One-time standard asset provisions due to the declassification were ₹1,231 crore, bringing the total standard asset provisions for the quarter to ₹1,568 crore—up from ₹154 crore in the previous quarter and ₹140 crore in the corresponding quarter of last year.
However, a sequential decline in loan loss provisions resulted in overall provisions and contingencies of ₹3,547 crore, compared to ₹3,948 crore in the first quarter of the financial year.
The reclassification also had an impact on the bank’s operating expenditure, as it had to purchase priority sector lending certificates (PSLCs) to offset the shortfall in PSL, management stated.
Operating expenses for the bank rose 5% on year and 7% on quarter to ₹9,957 crore for the reporting quarter, weighing on the bottomline, amid muted 2% YoY and 1% QoQ growth in net interest income (NII) to ₹13,745 crore.
Net interest margin (NIM) for the bank fell to 3.82% in Q2 FY26 from 3.91% a quarter ago and 4.06% a year ago, largely on account of the successive rate cuts by the central bank since February.
In the post-earnings call, chief financial officer Puneet Sharma said that barring the impact of the PSLCs, the operating expenses were higher by 2% on year and that costs for the bank remain “well contained”.
The private sector bank was the first among major banks to declare its Q2 results.

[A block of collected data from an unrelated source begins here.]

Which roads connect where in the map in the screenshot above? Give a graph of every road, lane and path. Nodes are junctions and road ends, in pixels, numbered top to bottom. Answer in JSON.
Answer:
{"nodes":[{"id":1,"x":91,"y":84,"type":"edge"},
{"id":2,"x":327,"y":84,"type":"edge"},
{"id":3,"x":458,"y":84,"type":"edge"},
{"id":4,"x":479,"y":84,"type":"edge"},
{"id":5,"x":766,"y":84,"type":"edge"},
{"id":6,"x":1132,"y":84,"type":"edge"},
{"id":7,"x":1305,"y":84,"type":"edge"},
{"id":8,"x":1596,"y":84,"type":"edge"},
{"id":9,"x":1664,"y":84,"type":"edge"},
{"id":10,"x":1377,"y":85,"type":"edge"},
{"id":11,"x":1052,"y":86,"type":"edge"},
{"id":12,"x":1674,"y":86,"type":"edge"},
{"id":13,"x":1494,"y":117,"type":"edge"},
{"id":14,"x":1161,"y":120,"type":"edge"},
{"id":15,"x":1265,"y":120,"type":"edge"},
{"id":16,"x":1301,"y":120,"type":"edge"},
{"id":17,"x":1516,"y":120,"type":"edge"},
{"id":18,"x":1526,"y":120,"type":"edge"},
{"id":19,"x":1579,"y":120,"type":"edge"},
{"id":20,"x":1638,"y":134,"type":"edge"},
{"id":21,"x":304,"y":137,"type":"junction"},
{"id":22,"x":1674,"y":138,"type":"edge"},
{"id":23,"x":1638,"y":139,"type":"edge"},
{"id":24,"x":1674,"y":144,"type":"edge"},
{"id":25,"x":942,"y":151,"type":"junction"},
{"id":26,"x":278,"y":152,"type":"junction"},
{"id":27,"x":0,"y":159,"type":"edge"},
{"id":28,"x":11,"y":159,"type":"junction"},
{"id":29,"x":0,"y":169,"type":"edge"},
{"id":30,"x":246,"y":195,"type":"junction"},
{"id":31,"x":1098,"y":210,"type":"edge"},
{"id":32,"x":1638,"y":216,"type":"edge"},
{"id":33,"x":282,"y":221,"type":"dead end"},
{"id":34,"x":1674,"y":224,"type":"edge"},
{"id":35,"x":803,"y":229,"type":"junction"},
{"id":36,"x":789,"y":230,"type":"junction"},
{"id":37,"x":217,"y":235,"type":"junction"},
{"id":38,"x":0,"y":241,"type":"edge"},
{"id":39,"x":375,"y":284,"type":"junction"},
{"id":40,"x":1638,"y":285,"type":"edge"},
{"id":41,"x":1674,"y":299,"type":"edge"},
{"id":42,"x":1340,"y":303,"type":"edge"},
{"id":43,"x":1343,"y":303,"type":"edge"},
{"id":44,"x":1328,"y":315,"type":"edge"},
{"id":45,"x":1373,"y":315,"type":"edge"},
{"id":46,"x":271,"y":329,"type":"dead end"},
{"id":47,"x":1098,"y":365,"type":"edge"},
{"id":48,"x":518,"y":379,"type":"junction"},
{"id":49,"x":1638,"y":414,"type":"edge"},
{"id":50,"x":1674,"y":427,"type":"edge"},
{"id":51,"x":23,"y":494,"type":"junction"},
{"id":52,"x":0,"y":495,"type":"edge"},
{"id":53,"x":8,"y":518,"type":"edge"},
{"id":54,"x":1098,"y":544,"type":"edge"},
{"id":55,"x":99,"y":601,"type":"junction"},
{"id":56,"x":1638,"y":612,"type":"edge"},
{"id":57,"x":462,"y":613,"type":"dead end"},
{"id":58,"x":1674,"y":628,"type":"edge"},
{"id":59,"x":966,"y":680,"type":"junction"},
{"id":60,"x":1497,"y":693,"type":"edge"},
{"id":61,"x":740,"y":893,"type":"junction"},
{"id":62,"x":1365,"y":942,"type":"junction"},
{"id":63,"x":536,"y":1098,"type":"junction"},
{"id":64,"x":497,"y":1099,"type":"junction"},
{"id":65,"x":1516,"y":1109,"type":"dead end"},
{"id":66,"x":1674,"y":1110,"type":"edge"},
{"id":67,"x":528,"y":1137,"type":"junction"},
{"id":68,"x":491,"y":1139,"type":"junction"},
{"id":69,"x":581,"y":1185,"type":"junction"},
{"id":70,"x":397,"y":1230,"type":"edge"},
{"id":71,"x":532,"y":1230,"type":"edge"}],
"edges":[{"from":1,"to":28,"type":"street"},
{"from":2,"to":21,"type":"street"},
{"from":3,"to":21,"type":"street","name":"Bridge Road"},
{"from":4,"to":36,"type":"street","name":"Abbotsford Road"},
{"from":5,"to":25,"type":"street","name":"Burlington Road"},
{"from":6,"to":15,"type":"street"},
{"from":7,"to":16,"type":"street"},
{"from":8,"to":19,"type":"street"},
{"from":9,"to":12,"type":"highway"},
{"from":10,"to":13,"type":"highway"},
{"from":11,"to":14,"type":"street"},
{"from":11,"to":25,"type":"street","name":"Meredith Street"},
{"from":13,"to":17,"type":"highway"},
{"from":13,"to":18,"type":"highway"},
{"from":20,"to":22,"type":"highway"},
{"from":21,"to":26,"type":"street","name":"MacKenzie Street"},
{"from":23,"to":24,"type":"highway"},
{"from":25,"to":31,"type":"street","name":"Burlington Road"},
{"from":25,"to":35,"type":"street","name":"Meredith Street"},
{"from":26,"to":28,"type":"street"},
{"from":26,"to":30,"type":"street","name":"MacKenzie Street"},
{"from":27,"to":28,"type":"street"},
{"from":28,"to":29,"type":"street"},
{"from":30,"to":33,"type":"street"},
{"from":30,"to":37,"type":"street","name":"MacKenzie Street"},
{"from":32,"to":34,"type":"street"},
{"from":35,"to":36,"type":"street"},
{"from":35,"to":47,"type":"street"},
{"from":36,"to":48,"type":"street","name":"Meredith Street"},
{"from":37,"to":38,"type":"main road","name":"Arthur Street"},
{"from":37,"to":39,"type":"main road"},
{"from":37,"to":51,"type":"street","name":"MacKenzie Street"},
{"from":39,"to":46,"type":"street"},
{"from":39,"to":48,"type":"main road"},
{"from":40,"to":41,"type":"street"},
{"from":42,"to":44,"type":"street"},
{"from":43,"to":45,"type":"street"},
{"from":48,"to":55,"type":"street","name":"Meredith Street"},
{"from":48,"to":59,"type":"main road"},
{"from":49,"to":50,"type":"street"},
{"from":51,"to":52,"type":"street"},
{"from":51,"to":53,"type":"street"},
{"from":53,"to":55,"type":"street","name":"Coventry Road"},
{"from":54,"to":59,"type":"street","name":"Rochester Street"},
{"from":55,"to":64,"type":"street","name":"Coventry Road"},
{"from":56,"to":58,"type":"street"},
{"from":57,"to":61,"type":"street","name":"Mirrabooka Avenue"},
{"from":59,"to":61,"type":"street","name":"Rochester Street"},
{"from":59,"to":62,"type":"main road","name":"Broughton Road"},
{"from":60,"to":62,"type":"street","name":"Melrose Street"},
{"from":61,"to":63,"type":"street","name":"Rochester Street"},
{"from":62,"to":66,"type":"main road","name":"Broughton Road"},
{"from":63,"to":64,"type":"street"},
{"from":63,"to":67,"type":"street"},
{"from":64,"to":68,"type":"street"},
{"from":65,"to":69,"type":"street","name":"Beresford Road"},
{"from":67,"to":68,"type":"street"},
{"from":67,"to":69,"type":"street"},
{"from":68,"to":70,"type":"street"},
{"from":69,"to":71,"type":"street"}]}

The bank’s gross NPA ratio improved to 1.46% as of 30 September, from 1.57% a quarter ago, but was slightly worse than the 1.44% in the year-ago period. The net NPA ratio at 0.44% was marginally better than the 0.45% reported a quarter ago, but significantly higher than the 0.34% recorded in the previous year.
Reclassification of some farm loans
Sharma stated that the RBI advisory on declassification was a consequence of the annual regulatory inspection, which pertained to two farm loan products extended in 2015 and 2021, classified as priority sector loans. The existing stock of discontinued loans will be converted to agricultural or consumption use based on their intended end-use and will be closed upon review or at the time of renewal on 31 March 2028, whichever is earlier. The additional provisions made against these loans will then be written back.
“The bank has been asked to maintain the standard asset provision on this stock of loans without changing customer terms till they get fully recovered or repaid,” Sharma said, adding that the additional provisions of ₹1,231 crore owing to this declassification amount to 5% of the underlying loan portfolio. The loans are secured, and the bank does not expect a “significant increase” in credit costs due to the discontinued products.
Managing director and chief executive officer Amitabh Chaudhry said that the bank will continue to monitor its portfolios, as advised by RBI, but does not expect a deterioration in the quality of these loans.
“This latest kind of advisory has come about because one of the constituents has been fighting in the courts, and based on certain court direction, RBI has had to relook at the whole process all over again,” Chaudhry said, adding that regulatory compliance is “front and centre” for the bank and is working hard to ensure that it does not happen again and assure investors that it is a one-off impact.
Retail loan quality
Outside of the one-time impact, retail asset quality is stabilising for the bank, including the technical impact of the change in non-performing assets (NPAs) classification last quarter. In Q1 FY26, Axis Bank tightened its metrics for recognising certain loan categories as non-performing assets. These included one-time settled accounts across product segments, as well as cash credit and overdraft products, which are typically offered to retail customers, especially retail agricultural customers.
“The portfolio is stabilised and we are getting some growth back in the two product variants,” Sharma said. Net slippages for the bank from these portfolios decreased to ₹280 crore in Q2 FY26, from ₹1,861 crore in the previous quarter. Accordingly, provisions too normalised to ₹256 crore from ₹821 crore in Q1 FY26.
Recoveries and upgrades from this portfolio totalled around ₹1,200 crore, bringing the overall recoveries and upgrades for the quarter to ₹2,887 crore—higher than the ₹2,147 crore recorded in the previous quarter and the ₹2,069 crore in the year-ago period.
“The pool has a self-correct ratio of 35%. As this pool moves forward, you should see the value of gross slippage on technical impact continue to tend downwards. And if recovery and upgrade performance hold, the net slippages should perform better,” Sharma said.
As a whole, customer repayment behaviour is improving, executive director Subrat Mohanty said, adding that the two problem areas for the bank were unsecured loans and credit cards. While the card portfolio has seen a “stabilising trend” from Q4 FY25 onwards, unsecured loan quality is starting to stabilise, making the bank confident of growing disbursements in these segments. As such, even now, the bulk of the retail NPAs continue to be from these credit cards and personal loans, he added.